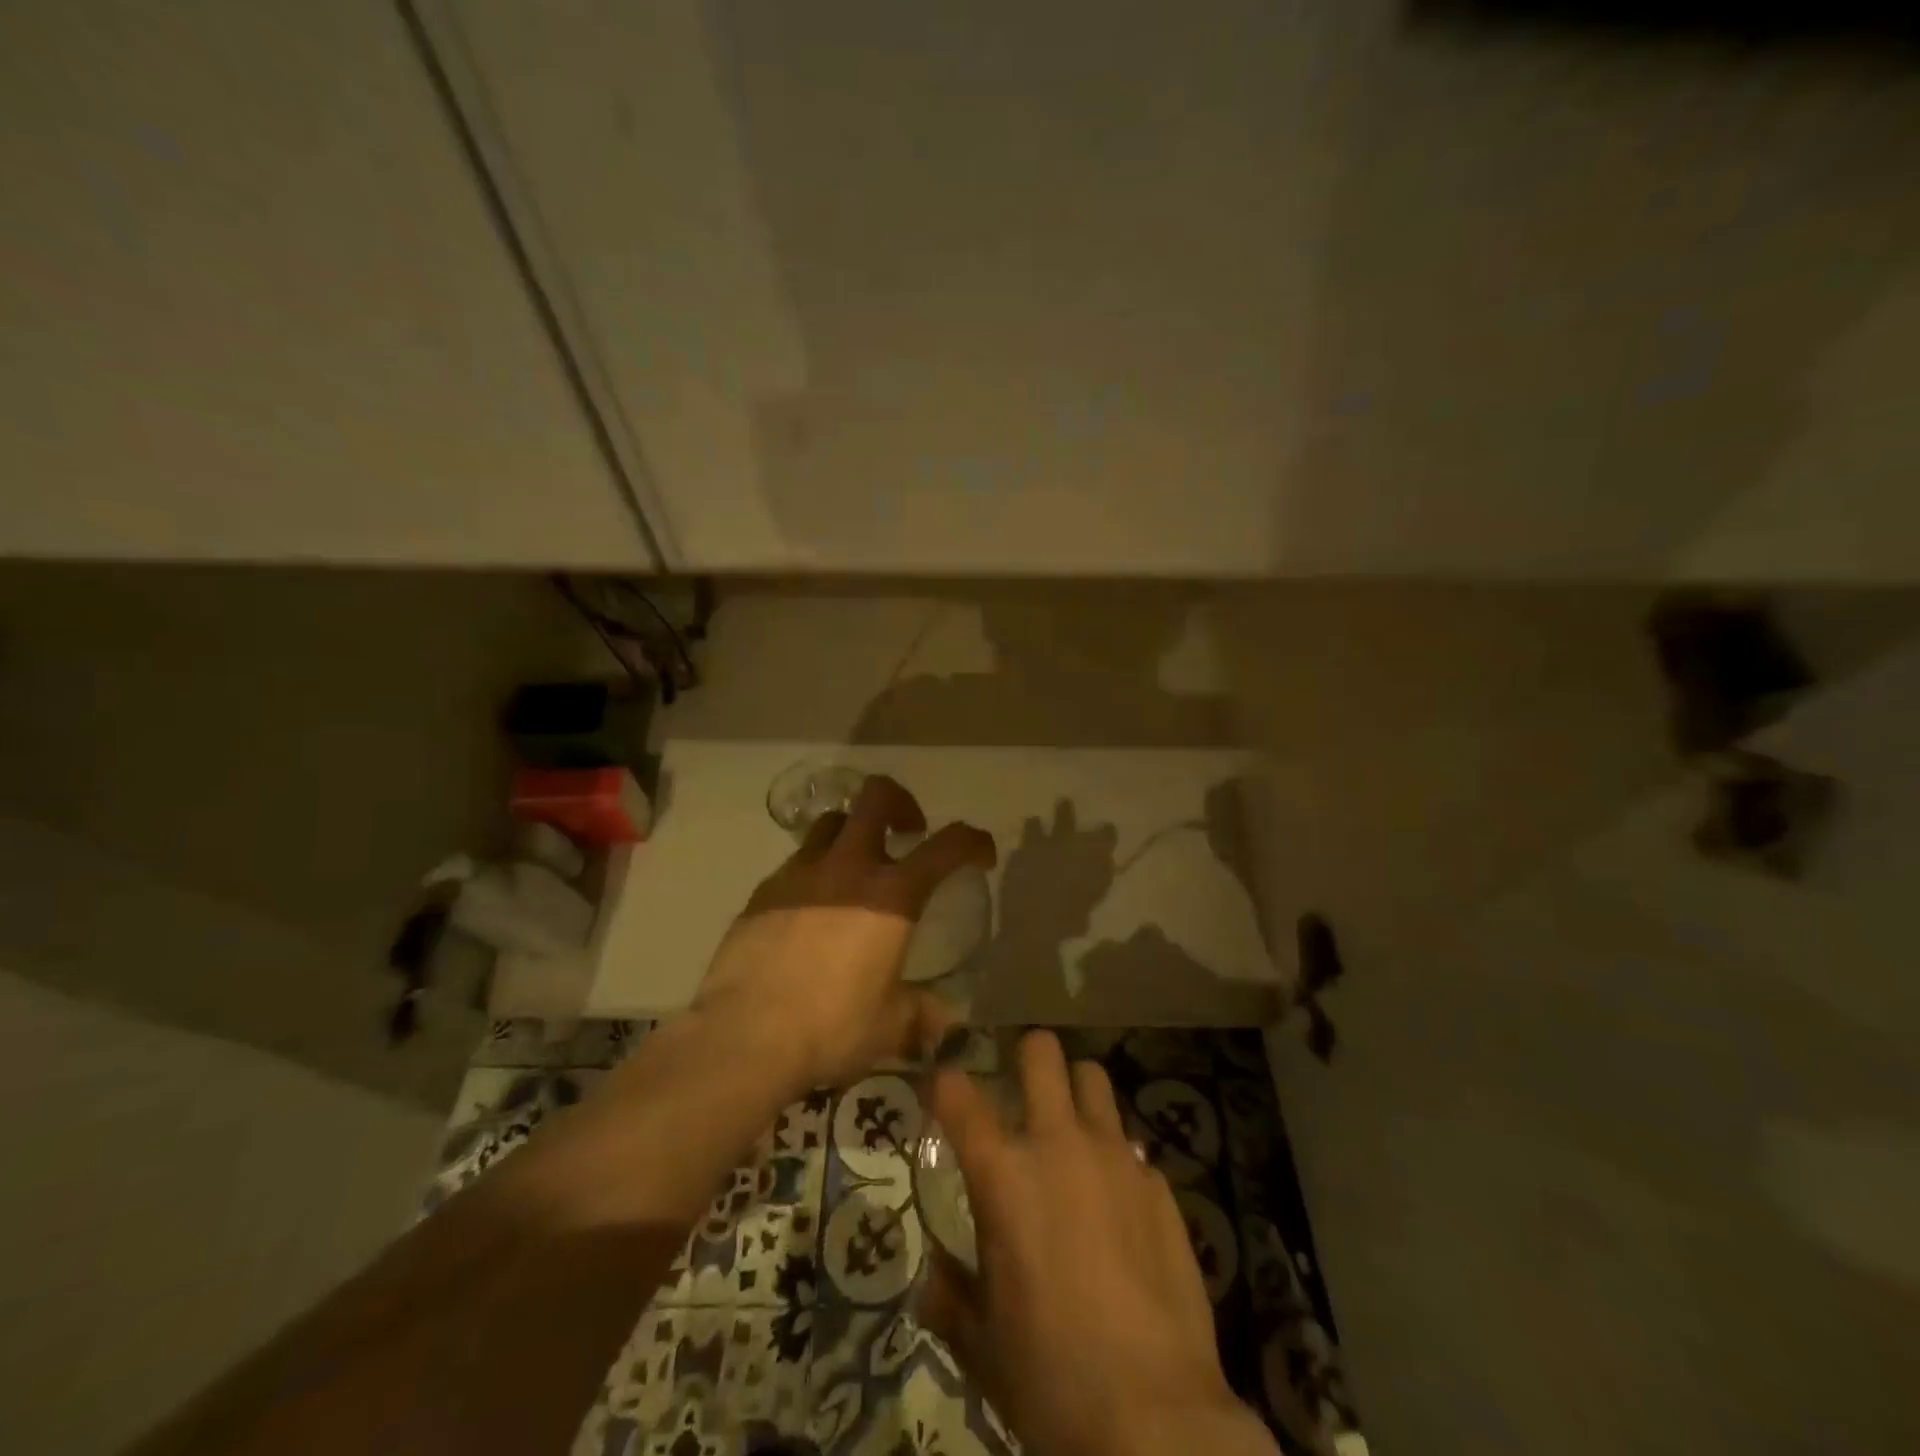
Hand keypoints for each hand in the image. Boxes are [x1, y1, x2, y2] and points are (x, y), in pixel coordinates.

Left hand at [693, 775, 995, 1092]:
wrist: (743, 1037)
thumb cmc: (830, 1027)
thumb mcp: (889, 1027)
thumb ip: (920, 1016)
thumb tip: (942, 1024)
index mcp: (891, 895)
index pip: (947, 845)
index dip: (973, 841)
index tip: (979, 856)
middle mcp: (847, 868)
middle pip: (876, 797)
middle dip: (901, 803)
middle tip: (908, 833)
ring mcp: (800, 874)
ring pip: (832, 822)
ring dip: (854, 833)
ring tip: (856, 868)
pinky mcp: (764, 891)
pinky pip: (798, 863)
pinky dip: (816, 872)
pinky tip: (812, 911)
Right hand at [921, 1031, 1276, 1455]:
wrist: (1155, 1418)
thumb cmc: (1050, 1377)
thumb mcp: (981, 1345)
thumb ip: (949, 1297)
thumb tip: (933, 1277)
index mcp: (1003, 1174)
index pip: (958, 1093)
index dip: (944, 1081)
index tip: (941, 1088)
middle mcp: (1059, 1144)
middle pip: (1041, 1051)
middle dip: (1025, 1056)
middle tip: (1020, 1089)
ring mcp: (1115, 1156)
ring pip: (1093, 1078)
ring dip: (1075, 1093)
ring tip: (1071, 1130)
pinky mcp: (1158, 1182)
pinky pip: (1129, 1143)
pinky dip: (1114, 1156)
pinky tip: (1116, 1202)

·····

- [Your objective]
An exact copy is needed of the lines from the start of the listing through the line with "ring mcp: (1115, 1156)", both end lines included and pictures excluded.

- [Written answer]
Hand keypoints for each hand in the image. Boxes are [x1, y1, x2, y2] and points are (x, y), in pixel coordinates.

Left hand at [693, 775, 995, 1092]:
wrist: (743, 1037)
thumb cmc: (830, 1027)
thumb mcp: (889, 1027)
thumb ip: (920, 1016)
thumb tip: (942, 1024)
index mcp: (891, 895)
index pip: (947, 845)
index dip: (973, 841)
index tip: (979, 856)
middle mcp: (847, 868)
middle pip: (876, 797)
middle dip: (901, 803)
middle tip: (908, 833)
ring mcp: (800, 874)
ring pip: (832, 822)
ring dip: (854, 833)
ring tip: (856, 868)
pinky mcp: (764, 891)
pinky pip: (798, 863)
pinky dip: (816, 872)
pinky tip: (812, 911)
Right hand at [921, 1031, 1276, 1455]:
wrist: (1155, 1418)
thumb cmc: (1050, 1377)
thumb mcp: (981, 1345)
thumb ip: (949, 1297)
thumb tip: (933, 1277)
index mcp: (1003, 1174)
index pip: (958, 1093)
index dip: (944, 1081)
index tip: (941, 1088)
middle mcp: (1059, 1144)
middle pip: (1041, 1051)
middle dip: (1025, 1056)
middle tip: (1020, 1089)
ring mcp: (1115, 1156)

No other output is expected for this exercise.